■ EXERCISE DETAILS:
Would you return every line of the listing below that has "Bosco" in it?

■ THE RECORDS:
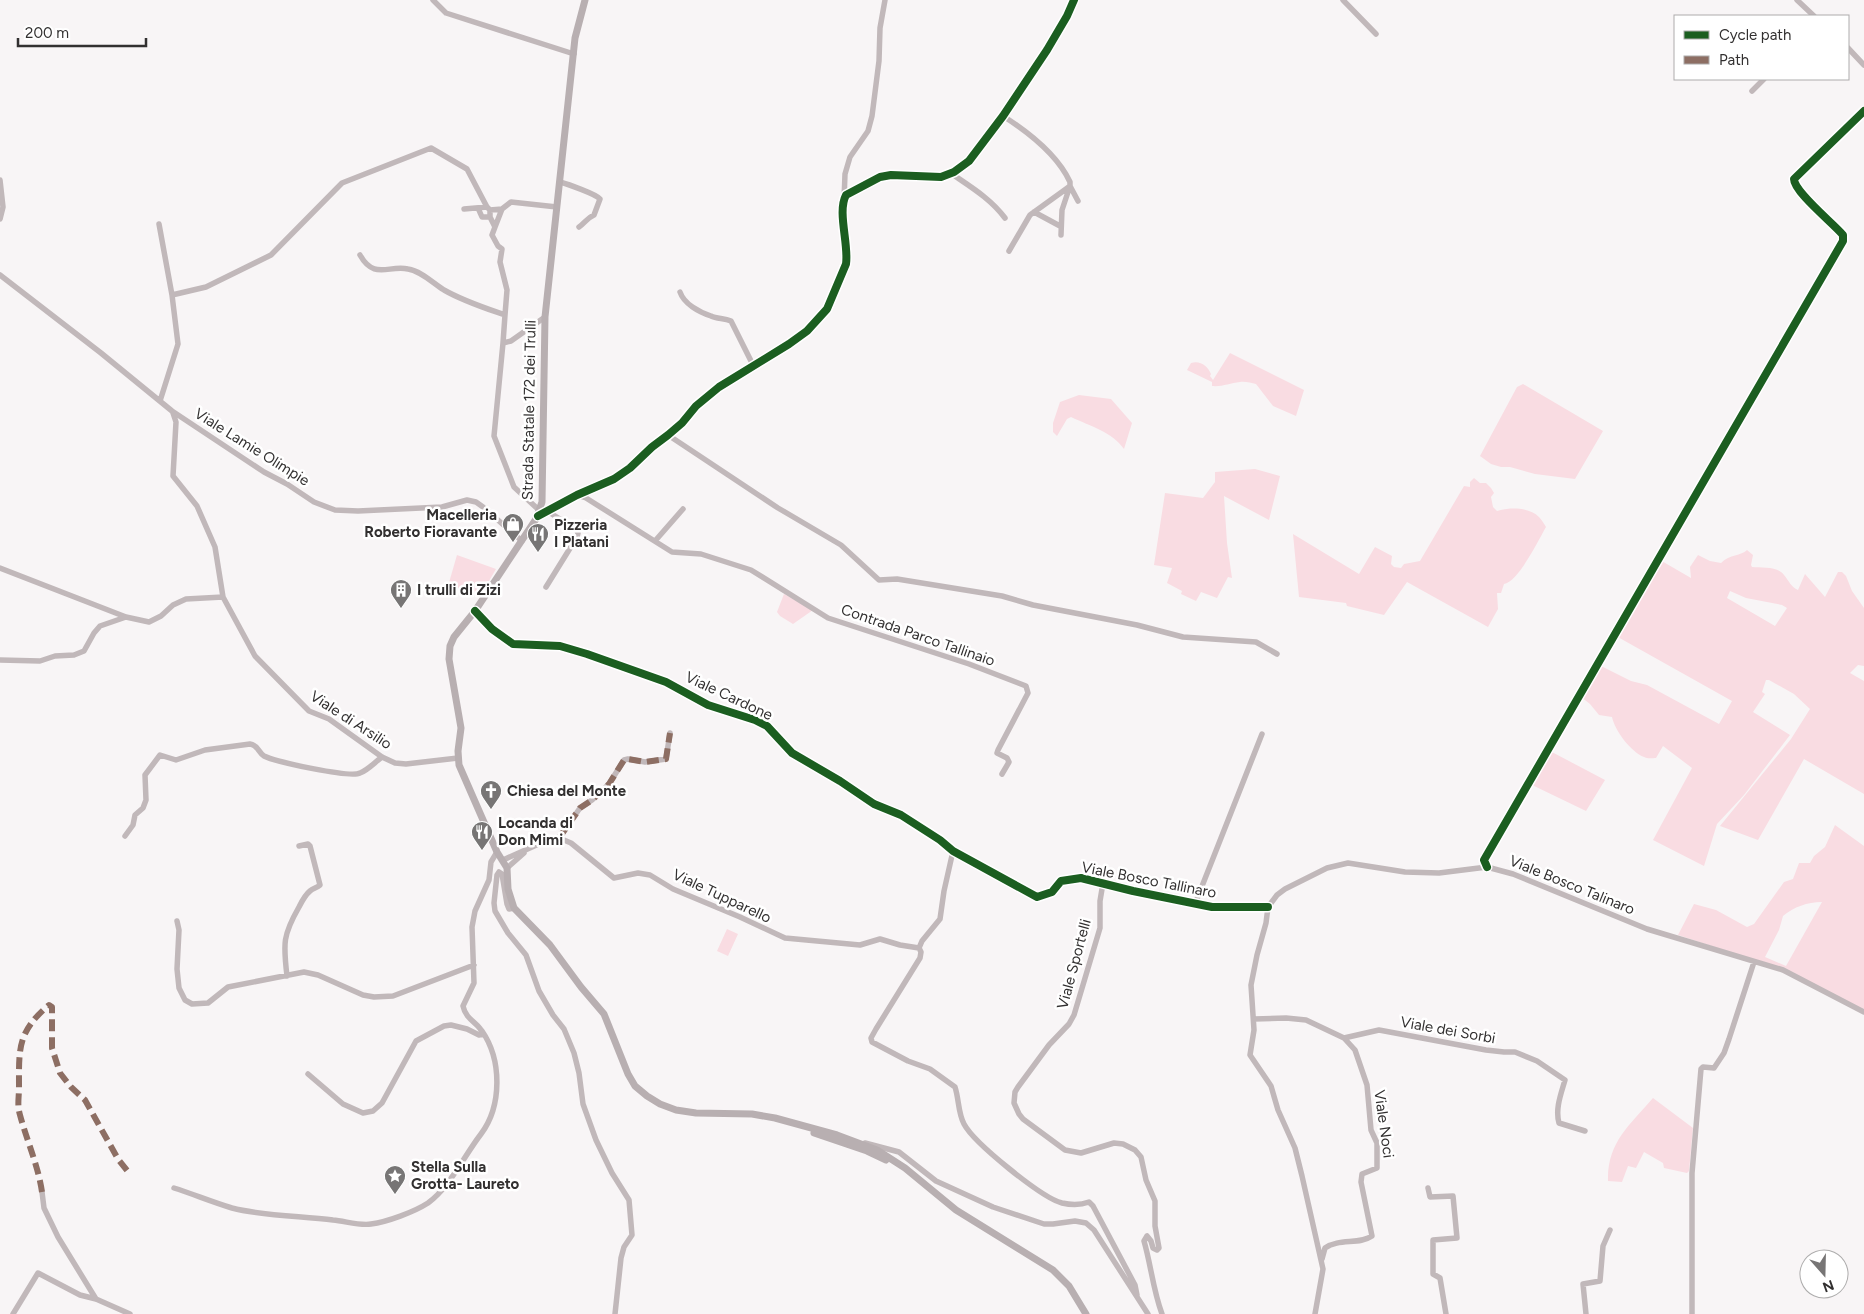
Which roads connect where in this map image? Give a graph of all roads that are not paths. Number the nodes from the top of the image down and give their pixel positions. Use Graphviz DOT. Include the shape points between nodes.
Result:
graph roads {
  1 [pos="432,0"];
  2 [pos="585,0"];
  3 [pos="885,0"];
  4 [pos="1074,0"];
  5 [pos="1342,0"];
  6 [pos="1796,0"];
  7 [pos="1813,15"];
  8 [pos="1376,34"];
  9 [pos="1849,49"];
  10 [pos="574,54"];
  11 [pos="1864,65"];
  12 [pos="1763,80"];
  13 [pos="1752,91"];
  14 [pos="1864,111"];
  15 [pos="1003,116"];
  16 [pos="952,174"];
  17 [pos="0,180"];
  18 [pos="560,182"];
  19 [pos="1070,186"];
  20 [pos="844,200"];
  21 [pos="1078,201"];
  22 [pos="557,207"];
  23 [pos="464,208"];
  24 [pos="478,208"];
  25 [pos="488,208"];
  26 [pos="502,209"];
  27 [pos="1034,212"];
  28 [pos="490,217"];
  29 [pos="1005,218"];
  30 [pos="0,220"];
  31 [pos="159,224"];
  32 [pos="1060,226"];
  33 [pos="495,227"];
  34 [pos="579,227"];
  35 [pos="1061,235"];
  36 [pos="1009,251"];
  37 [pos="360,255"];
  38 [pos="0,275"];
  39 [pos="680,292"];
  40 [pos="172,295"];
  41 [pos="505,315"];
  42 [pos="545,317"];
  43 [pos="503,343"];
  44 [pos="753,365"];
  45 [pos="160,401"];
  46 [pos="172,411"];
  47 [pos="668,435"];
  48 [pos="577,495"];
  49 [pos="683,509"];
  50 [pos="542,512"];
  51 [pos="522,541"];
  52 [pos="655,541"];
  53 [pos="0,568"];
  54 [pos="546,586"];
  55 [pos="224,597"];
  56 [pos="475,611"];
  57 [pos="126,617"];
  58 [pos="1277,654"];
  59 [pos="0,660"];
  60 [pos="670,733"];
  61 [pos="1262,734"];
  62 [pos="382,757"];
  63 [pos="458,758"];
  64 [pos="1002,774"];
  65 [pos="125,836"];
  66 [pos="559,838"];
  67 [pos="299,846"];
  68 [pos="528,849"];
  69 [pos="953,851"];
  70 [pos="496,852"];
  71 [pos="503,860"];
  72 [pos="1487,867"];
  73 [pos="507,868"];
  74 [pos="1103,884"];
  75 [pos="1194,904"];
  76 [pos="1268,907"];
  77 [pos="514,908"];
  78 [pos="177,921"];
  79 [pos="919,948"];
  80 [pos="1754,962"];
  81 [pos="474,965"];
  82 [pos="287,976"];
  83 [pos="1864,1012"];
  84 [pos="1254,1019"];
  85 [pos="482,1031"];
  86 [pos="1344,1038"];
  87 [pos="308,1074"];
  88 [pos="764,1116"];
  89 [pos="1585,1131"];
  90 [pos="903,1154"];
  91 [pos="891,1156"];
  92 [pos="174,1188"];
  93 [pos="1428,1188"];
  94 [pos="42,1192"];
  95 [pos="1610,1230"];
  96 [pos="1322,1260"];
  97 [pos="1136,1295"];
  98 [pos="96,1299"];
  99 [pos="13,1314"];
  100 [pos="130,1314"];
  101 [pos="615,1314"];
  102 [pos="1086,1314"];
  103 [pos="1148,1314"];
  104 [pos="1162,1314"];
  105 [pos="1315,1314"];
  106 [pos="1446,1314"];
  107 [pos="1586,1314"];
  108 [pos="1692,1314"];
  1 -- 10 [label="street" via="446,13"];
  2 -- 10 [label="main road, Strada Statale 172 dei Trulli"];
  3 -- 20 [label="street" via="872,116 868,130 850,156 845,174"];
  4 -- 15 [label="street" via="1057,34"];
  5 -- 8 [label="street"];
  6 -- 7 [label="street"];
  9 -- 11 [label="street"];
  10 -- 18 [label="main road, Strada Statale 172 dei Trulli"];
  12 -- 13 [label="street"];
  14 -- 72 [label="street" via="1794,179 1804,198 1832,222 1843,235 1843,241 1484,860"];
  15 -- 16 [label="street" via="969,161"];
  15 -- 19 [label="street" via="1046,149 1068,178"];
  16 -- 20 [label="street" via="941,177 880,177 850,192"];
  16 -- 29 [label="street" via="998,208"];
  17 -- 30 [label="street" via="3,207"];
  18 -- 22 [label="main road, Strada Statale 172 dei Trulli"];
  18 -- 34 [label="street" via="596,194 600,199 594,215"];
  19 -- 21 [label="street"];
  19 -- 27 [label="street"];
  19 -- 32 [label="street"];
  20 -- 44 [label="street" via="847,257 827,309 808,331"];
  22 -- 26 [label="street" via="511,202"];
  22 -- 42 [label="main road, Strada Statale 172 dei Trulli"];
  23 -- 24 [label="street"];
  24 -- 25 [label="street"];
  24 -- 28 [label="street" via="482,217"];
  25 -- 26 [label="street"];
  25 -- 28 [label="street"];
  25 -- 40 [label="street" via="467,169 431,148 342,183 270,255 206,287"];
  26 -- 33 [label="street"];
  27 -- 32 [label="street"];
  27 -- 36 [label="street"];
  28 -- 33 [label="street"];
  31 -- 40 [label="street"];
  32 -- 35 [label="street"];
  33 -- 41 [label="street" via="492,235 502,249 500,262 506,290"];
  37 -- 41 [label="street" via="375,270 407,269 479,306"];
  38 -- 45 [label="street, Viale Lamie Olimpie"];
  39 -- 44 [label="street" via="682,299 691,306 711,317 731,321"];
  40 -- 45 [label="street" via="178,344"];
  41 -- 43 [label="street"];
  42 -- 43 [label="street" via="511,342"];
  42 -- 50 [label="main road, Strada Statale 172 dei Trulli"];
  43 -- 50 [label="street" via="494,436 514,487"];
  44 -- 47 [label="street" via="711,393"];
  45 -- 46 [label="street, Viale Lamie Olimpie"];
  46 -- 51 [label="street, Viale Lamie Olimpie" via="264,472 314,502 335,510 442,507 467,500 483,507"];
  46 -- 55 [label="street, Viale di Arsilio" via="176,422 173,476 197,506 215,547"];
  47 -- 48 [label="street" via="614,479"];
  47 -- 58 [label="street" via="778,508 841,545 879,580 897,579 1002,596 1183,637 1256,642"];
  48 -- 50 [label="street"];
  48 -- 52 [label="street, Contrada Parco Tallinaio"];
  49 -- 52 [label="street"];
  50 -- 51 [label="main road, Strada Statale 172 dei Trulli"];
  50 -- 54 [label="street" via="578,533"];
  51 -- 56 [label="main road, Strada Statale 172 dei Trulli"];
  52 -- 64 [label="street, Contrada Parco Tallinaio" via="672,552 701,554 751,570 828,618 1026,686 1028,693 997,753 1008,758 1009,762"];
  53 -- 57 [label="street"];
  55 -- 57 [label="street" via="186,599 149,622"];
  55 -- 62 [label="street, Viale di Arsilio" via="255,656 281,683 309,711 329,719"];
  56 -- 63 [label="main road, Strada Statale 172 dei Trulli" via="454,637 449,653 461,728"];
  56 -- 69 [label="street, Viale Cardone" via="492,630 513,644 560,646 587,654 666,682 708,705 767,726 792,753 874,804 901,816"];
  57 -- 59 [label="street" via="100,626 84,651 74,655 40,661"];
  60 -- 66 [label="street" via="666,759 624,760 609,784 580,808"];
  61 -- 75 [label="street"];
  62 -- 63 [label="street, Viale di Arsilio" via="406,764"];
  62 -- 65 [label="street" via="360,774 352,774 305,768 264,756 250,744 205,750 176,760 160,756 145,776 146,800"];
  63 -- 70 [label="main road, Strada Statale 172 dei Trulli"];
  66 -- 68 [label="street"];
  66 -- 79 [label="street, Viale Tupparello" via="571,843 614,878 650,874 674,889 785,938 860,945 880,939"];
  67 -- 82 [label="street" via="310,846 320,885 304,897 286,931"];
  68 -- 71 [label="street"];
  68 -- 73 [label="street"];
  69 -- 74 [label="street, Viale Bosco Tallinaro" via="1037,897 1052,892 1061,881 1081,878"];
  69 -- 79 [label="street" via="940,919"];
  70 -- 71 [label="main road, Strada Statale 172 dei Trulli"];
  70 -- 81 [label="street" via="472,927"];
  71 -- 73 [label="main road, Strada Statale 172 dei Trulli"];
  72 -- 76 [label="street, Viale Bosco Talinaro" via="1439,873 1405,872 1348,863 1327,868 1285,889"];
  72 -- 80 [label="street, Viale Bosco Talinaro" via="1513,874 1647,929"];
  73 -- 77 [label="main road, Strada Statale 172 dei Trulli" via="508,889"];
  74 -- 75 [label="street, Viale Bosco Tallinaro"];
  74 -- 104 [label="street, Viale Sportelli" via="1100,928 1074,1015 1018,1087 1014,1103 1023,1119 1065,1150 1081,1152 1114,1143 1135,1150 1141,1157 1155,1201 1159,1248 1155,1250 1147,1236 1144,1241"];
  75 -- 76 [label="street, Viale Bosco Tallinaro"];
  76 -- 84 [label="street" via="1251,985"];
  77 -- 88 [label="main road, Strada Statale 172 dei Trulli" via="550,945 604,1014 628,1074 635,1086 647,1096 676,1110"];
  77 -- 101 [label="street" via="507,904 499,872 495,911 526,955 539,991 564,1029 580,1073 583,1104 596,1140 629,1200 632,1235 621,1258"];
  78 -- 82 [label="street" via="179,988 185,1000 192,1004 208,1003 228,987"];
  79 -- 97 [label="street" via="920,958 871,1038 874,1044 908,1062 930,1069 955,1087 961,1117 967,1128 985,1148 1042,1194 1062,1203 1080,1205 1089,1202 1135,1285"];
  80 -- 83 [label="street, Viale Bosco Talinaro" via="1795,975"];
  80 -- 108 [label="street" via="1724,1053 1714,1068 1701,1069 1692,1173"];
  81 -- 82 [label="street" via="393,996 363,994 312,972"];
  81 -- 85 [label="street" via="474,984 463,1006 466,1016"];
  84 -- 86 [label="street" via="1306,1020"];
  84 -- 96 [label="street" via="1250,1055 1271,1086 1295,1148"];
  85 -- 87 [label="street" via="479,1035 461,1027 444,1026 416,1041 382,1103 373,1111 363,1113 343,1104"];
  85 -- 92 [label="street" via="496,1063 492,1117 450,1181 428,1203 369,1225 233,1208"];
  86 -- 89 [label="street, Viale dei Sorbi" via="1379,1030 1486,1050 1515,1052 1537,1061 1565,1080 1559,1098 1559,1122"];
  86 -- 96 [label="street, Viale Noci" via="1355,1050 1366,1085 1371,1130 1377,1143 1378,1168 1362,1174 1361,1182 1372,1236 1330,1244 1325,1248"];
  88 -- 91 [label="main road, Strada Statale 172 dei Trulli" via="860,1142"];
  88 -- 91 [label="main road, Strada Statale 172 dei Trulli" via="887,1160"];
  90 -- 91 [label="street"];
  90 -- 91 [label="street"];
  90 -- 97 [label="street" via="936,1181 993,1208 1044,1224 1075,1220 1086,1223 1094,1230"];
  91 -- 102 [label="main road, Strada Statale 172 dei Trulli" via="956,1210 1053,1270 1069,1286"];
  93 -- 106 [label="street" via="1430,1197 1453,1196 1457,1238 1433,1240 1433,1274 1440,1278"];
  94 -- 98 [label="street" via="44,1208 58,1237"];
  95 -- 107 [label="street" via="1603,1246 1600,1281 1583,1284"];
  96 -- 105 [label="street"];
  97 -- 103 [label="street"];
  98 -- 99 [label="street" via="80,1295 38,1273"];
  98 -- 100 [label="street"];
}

■ REPLY TO THE EXERCISE:
  69 -- 74 [label="street, Viale Bosco Tallinaro" via="1037,897 1052,892 1061,881 1081,878"];
  72 -- 76 [label="street, Viale Bosco Talinaro" via="1439,873 1405,872 1348,863 1327,868 1285,889"];
  72 -- 80 [label="street, Viale Bosco Talinaro" via="1513,874 1647,929"];
  74 -- 75 [label="street, Viale Bosco Tallinaro"];
  75 -- 76 [label="street, Viale Bosco Tallinaro"];
  80 -- 83 [label="street, Viale Bosco Talinaro" via="1795,975"];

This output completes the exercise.